The eight volunteers, from all different walks of life, all live within the Marrickville area but were unknown to each other prior to being selected for the program. Individually and collectively, these eight people represent a range of ages, backgrounds and life circumstances. What they share in common was the desire to get happy. After screening for clinical depression and mental health issues, the producers selected eight individuals who were "relatively unhappy but ready for change".

Heading up the “team of experts” is Dr Tony Grant, who is an academic and a practitioner and international pioneer in the fields of coaching psychology and positive psychology. he makes the interesting point that an "attitude of gratitude" - familiar to those involved in Twelve Step programs - has been shown to have lasting psychophysiological effects for up to 6 months. Amazing! So, be grateful ... again, no matter what happens.

Then there’s Dr Russ Harris, a Mindfulness expert and the author of the international bestseller The Happiness Trap.

Finally, there is physiotherapist and mind-body specialist Anna-Louise Bouvier.
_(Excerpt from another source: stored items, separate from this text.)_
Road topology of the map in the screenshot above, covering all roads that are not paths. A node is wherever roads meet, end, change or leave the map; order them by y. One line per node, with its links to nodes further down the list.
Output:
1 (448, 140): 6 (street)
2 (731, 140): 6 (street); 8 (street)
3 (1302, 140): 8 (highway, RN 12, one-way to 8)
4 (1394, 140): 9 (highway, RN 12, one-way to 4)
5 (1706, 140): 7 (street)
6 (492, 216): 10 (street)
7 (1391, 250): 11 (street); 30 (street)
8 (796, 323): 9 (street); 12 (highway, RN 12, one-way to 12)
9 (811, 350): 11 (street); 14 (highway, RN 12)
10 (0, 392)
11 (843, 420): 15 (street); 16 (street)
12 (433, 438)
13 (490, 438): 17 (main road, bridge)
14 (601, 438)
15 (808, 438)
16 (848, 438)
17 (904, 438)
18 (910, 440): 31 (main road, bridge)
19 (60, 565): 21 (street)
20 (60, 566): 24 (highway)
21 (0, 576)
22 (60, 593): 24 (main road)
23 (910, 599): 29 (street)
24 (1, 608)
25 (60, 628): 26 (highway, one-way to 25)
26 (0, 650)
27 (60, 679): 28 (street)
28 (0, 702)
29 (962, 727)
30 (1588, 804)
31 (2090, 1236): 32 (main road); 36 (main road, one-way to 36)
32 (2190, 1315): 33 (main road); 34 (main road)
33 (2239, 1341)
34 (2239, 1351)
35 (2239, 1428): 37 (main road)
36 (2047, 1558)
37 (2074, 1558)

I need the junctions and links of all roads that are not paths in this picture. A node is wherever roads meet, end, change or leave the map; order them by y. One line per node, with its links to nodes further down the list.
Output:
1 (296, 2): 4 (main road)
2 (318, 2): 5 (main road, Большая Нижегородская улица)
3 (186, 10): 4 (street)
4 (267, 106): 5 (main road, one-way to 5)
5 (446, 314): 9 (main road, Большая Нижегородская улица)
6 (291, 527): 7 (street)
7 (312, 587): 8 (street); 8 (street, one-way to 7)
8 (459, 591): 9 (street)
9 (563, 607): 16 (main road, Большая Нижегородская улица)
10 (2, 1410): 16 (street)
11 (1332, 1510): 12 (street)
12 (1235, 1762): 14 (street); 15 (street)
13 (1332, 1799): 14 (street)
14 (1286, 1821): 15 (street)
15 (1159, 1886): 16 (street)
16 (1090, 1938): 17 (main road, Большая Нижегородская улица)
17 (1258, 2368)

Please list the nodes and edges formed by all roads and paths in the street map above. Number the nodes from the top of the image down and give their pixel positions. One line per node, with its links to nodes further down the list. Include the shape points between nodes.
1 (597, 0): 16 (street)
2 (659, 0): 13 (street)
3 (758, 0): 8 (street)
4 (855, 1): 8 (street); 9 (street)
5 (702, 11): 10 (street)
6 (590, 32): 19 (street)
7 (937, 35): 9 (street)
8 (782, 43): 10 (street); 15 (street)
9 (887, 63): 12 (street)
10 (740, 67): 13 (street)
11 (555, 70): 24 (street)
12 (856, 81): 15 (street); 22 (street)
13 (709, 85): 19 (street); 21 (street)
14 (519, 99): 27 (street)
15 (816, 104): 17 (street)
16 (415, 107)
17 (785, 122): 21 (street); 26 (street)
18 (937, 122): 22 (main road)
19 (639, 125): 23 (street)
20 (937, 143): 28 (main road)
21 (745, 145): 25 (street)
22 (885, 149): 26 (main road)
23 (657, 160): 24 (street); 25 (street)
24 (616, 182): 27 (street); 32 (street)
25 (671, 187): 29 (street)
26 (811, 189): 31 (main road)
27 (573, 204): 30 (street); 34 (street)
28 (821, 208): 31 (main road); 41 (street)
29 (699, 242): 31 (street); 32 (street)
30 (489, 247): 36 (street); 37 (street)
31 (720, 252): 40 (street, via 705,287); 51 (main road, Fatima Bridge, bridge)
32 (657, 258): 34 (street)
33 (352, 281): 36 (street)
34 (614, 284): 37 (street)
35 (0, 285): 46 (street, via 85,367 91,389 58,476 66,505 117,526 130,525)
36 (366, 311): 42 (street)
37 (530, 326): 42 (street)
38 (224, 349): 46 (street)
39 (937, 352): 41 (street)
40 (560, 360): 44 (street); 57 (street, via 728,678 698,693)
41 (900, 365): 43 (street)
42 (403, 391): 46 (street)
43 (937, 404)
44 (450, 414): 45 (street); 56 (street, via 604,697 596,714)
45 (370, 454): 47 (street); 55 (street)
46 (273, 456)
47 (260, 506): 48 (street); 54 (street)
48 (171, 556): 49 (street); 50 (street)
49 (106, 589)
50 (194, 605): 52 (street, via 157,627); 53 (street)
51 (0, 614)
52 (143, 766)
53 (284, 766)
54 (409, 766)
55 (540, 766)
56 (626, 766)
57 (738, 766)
She’s there to attend to the bio-physical needs of the volunteers.

After explaining what Mindfulness is - “paying attention with openness, curiosity and flexibility” was the description given - Dr Russ Harris engaged the eight volunteers in two Mindfulness exercises. The first was “the sultana bit” ... sounds, at first, like the old burlesque routine known as “the lemon bit”, but it's altogether different. You take just one a sultana and look, smell, touch, feel, fondle, listen (!), taste, etc, the sultana for 5 minutes, before ultimately swallowing the sultana.

For those familiar with the writings of the celebrated Zen master and author Thich Nhat Hanh, he, long ago, recommended that you put just one raisin in your mouth and, without doing anything, let it dissolve. Sultana, raisin, orange ... it doesn’t matter.

The sultana exercise was followed by an exercise in Mindful Listening in which volunteers, in pairs, faced each other, taking turns to listen mindfully ... without interruption or commentary ... to each other tell the other person about a happy incident and then a most unhappy incident in their life. All very moving.

I was greatly impressed by the way the volunteers responded to the use of Mindfulness “techniques” (I know I shouldn’t use that word). Mindfulness made a big impact on the way they started to feel about themselves, assisting them to develop empathy and understanding for others as well as learning to stay focused in, and curious about, the present moment.